To enable our project vision, we needed to build a system that is able to detect action items present in a given email, and then summarize them appropriately. We approached these two necessary actions by framing them as two fundamental tasks of Natural Language Processing: text classification and text summarization. Text classification is used to determine which sentences contain action items and text summarization is used to make a succinct summary of each action item.
Check out the "Demo" page to install our extension on your browser.
Under the hood, Extraction uses a text classifier and a text summarizer to perform its signature function (summarizing action items). Therefore, to build Extraction, we required two distinct datasets for training the classifier and the summarizer individually. To curate these two specialized datasets, we drew natural language data from one primary source: the Enron Email Corpus1, a dataset of approximately 500,000 naturally written emails from the Enron Corporation in the early 2000s. It is currently the largest publicly available collection of naturally written language in an organizational setting.

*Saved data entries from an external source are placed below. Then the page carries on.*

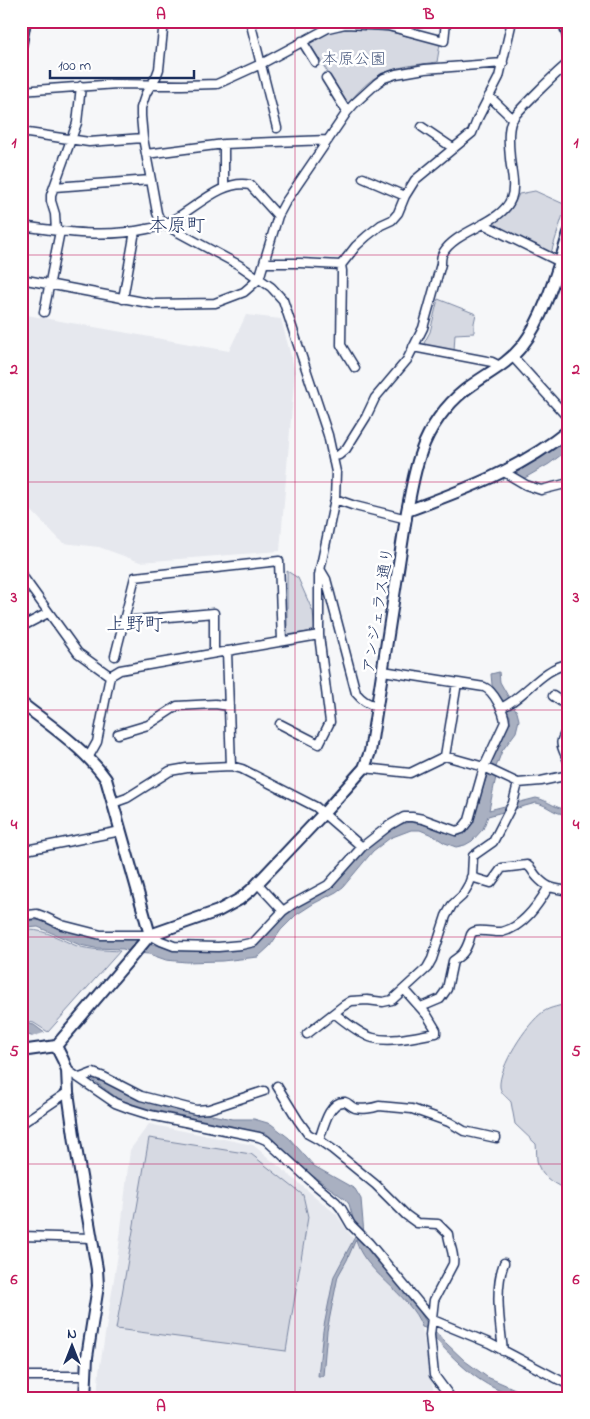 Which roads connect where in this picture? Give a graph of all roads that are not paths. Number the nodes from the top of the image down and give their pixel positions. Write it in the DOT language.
graph roads {
  1 [pos="25,21"];
  2 [pos="164,21"];
  3 [pos="250,21"];
  4 [pos="446,21"];
  5 [pos="512,21"];
  6 [pos="564,21"];
  7 [pos="344,23"];
  8 [pos="569,40"];
  9 [pos="302,41"];
  10 [pos="21,44"];
  11 [pos="315,62"];
  12 [pos="503,63"];
  13 [pos="569,63"];
  14 [pos="261,64"];
  15 [pos="326,78"];
  16 [pos="150,84"];
  17 [pos="81,86"];
  18 [pos="21,91"];
  19 [pos="489,96"];
  20 [pos="347,112"];
  21 [pos="512,119"];
  22 [pos="422,127"];
  23 [pos="277,128"];
  24 [pos="21,132"];
  25 [pos="143,138"];
  26 [pos="71,139"];
  27 [pos="328,140"];
  28 [pos="224,144"];
  29 [pos="453,148"];
  30 [pos="146,154"];
  31 [pos="363,178"];
  32 [pos="151,180"];
  33 [pos="54,187"];
  34 [pos="224,188"];
  35 [pos="406,196"];
  36 [pos="278,216"];
  37 [pos="483,224"];
  38 [pos="165,225"];
  39 [pos="21,226"];
  40 [pos="58,231"];
  41 [pos="135,231"];
  42 [pos="569,233"];
  43 [pos="560,262"];
  44 [pos="264,263"];
  45 [pos="340,265"];
  46 [pos="21,279"];
  47 [pos="259,279"];
  48 [pos="51,284"];
  49 [pos="123,298"];
  50 [pos="44,312"];
  51 [pos="413,347"];
  52 [pos="513,357"];
  53 [pos="500,366"];
  54 [pos="355,368"];
  55 [pos="569,419"];
  56 [pos="569,430"];
  57 [pos="333,457"];
  58 [pos="504,472"];
  59 [pos="569,483"];
  60 [pos="335,500"];
  61 [pos="407,515"];
  62 [pos="320,569"];
  63 [pos="21,574"];
  64 [pos="48,613"];
  65 [pos="124,621"];
  66 [pos="21,627"];
  67 [pos="319,635"];
  68 [pos="282,641"];
  69 [pos="227,651"];
  70 [pos="214,653"];
  71 [pos="115,656"];
  72 [pos="569,664"];
  73 [pos="383,671"];
  74 [pos="110,676"];
  75 [pos="457,683"];
  76 [pos="553,696"];
  77 [pos="21,703"];
  78 [pos="229,706"];
  79 [pos="377,706"];
  80 [pos="503,707"];
  81 [pos="569,707"];
  82 [pos="280,724"];
  83 [pos="569,727"];
  84 [pos="118,734"];
  85 [pos="446,756"];
  86 [pos="88,758"];
  87 [pos="569,763"];
  88 [pos="231,766"];
  89 [pos="485,767"];
  90 [pos="364,768"];
  91 [pos="569,775"];
  92 [pos="518,783"];
  93 [pos="113,802"];
  94 [pos="324,813"];
  95 [pos="121,832"];
  96 [pos="362,847"];
  97 [pos="21,851"];
  98 [pos="472,877"];
  99 [pos="258,884"];
  100 [pos="548,888"];
  101 [pos="569,891"];
  102 [pos="283,911"];
  103 [pos="21,920"];
  104 [pos="149,937"];
  105 [pos="404,989"];
  106 [pos="421,1007"];
  107 [pos="334,1013"];
  108 [pos="307,1034"];
  109 [pos="56,1046"];
  110 [pos="21,1051"];
  111 [pos="66,1070"];
  112 [pos="80,1078"];
  113 [pos="277,1086"];
  114 [pos="264,1090"];
  115 [pos="68,1092"];
  116 [pos="21,1124"];
  117 [pos="496,1138"];
  118 [pos="319,1140"];
  119 [pos="21,1236"];
  120 [pos="92,1238"];
  121 [pos="504,1263"];
  122 [pos="432,1323"];
  123 [pos="503,1350"];
  124 [pos="21,1376"];
  125 [pos="86,1376"];
  126 [pos="569,1385"];
  127 [pos="85,1398"];
  128 [pos="451,1398"];
  1 -- 10 [label="street"];
  2 -- 16 [label="street"];
  3 -- 14 [label="street"];
  4 -- 7 [label="street"];
  5 -- 12 [label="street"];
  6 -- 8 [label="street"];
  7 -- 9 [label="street"];
  9 -- 11 [label="street"];
  9 -- 14 [label="street"];
  12 -- 19 [label="street"];
  12 -- 20 [label="street"];
  13 -- 21 [label="street"];
  14 -- 16 [label="street"];
  14 -- 23 [label="street"];
  15 -- 20 [label="street"];
  16 -- 17 [label="street"];
  16 -- 25 [label="street"];
  17 -- 18 [label="street"];
  17 -- 26 [label="street"];
  19 -- 21 [label="street"];
  19 -- 29 [label="street"];
  20 -- 27 [label="street"];
  21 -- 37 [label="street"];
  22 -- 29 [label="street"];
  24 -- 26 [label="street"];
  25 -- 26 [label="street"];
  25 -- 30 [label="street"];
  26 -- 33 [label="street"];
  27 -- 28 [label="street"];
  27 -- 36 [label="street"];
  28 -- 30 [label="street"];
  28 -- 34 [label="street"];
  29 -- 35 [label="street"];
  30 -- 32 [label="street"];
  31 -- 35 [label="street"];
  32 -- 33 [label="street"];
  32 -- 38 [label="street"];
  33 -- 40 [label="street"];
  34 -- 36 [label="street"];
  34 -- 38 [label="street"];
  35 -- 45 [label="street"];
  36 -- 44 [label="street"];
  37 -- 43 [label="street"];
  37 -- 51 [label="street"];
  38 -- 41 [label="street"];
  38 -- 47 [label="street"];
  39 -- 40 [label="street"];
  40 -- 41 [label="street"];
  40 -- 48 [label="street"];
  41 -- 49 [label="street"];
  42 -- 43 [label="street, アンジェラス通り"];
  43 -- 52 [label="street, アンジェラス通り"];
  44 -- 45 [label="street"];
  44 -- 47 [label="street"];
  45 -- 54 [label="street"];
  46 -- 48 [label="street"];
  47 -- 49 [label="street"];
  47 -- 57 [label="street"];
  48 -- 49 [label="street"];
  48 -- 50 [label="street"];
  51 -- 53 [label="street"];
  51 -- 57 [label="street"];
  52 -- 53 [label="street, アンジェラス通り"];
  52 -- 55 [label="street"];
  53 -- 61 [label="street, アンジェラス通り"];
  56 -- 58 [label="street"];
  57 -- 60 [label="street"];
  58 -- 59 [label="street"];
  58 -- 61 [label="street"];
  60 -- 61 [label="street"];
  60 -- 62 [label="street"];
  61 -- 73 [label="street, アンジェラス通り"];
  62 -- 67 [label="street"];
  62 -- 79 [label="street"];
  63 -- 64 [label="street"];
  64 -- 66 [label="street"];
  64 -- 74 [label="street"];
  65 -- 68 [label="street"];
  65 -- 70 [label="street"];
  65 -- 71 [label="street"];
  67 -- 68 [label="street"];
  67 -- 82 [label="street"];
  68 -- 69 [label="street"];
  69 -- 70 [label="street"];
  69 -- 78 [label="street"];
  70 -- 74 [label="street"];
  72 -- 80 [label="street"];
  73 -- 75 [label="street"];
  73 -- 79 [label="street, アンジェラス通り"];
  74 -- 86 [label="street"];
  75 -- 80 [label="street"];
  75 -- 85 [label="street"];
  76 -- 81 [label="street"];
  77 -- 86 [label="street"];
  78 -- 84 [label="street"];
  78 -- 88 [label="street"];
  79 -- 90 [label="street, アンジェラス通り"];
  80 -- 89 [label="street"];
  83 -- 87 [label="street"];
  85 -- 89 [label="street"];
  85 -- 90 [label="street"];
  86 -- 93 [label="street"];
  88 -- 93 [label="street"];
  88 -- 94 [label="street"];
  89 -- 92 [label="street"];
  89 -- 96 [label="street"];
  90 -- 94 [label="street, アンジェラス通り"];
  91 -- 92 [label="street"];
  92 -- 98 [label="street"];
  93 -- 95 [label="street"];
  94 -- 96 [label="street"];
  94 -- 99 [label="street, アンジェラス通り"];
  95 -- 97 [label="street"];
  95 -- 104 [label="street"];
  96 -- 102 [label="street"];
  98 -- 100 [label="street"];
  98 -- 105 [label="street"];
  99 -- 102 [label="street"];
  99 -- 104 [label="street, アンジェラス通り"];
  100 -- 101 [label="street"];
  100 -- 106 [label="street"];
  102 -- 104 [label="street"];
  103 -- 104 [label="street"];
  104 -- 109 [label="street"];
  105 -- 106 [label="street"];
  105 -- 107 [label="street"];
  106 -- 107 [label="street"];
  107 -- 108 [label="street"];
  109 -- 110 [label="street"];
  109 -- 111 [label="street"];
  111 -- 112 [label="street"];
  111 -- 115 [label="street"];
  112 -- 114 [label="street"];
  112 -- 122 [label="street"];
  113 -- 118 [label="street"];
  115 -- 116 [label="street"];
  115 -- 120 [label="street"];
  117 -- 118 [label="street"];
  118 -- 122 [label="street"];
  119 -- 120 [label="street"];
  120 -- 125 [label="street"];
  121 -- 123 [label="street"];
  122 -- 123 [label="street"];
  122 -- 128 [label="street"];
  123 -- 126 [label="street"];
  124 -- 125 [label="street"];
  125 -- 127 [label="street"];
}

Extraction’s operative text classifier determines whether or not a particular segment of text contains an action item. The segment of text serving as our unit of analysis is the sentence. In other words, the text classifier is trained to evaluate whether a single sentence contains an action item. Although It is possible for multiple distinct action items to be expressed in a single sentence (and also for a single sentence’s action item to depend heavily on previous sentences), according to our preliminary analyses and exploration, the sentence remains the unit most likely to contain exactly one distinct action item. Therefore, we curated a dataset of sentences and their associated labels (1/0) indicating whether there is an action item present in each sentence. We refer to a sentence containing an action item as an action sentence for short.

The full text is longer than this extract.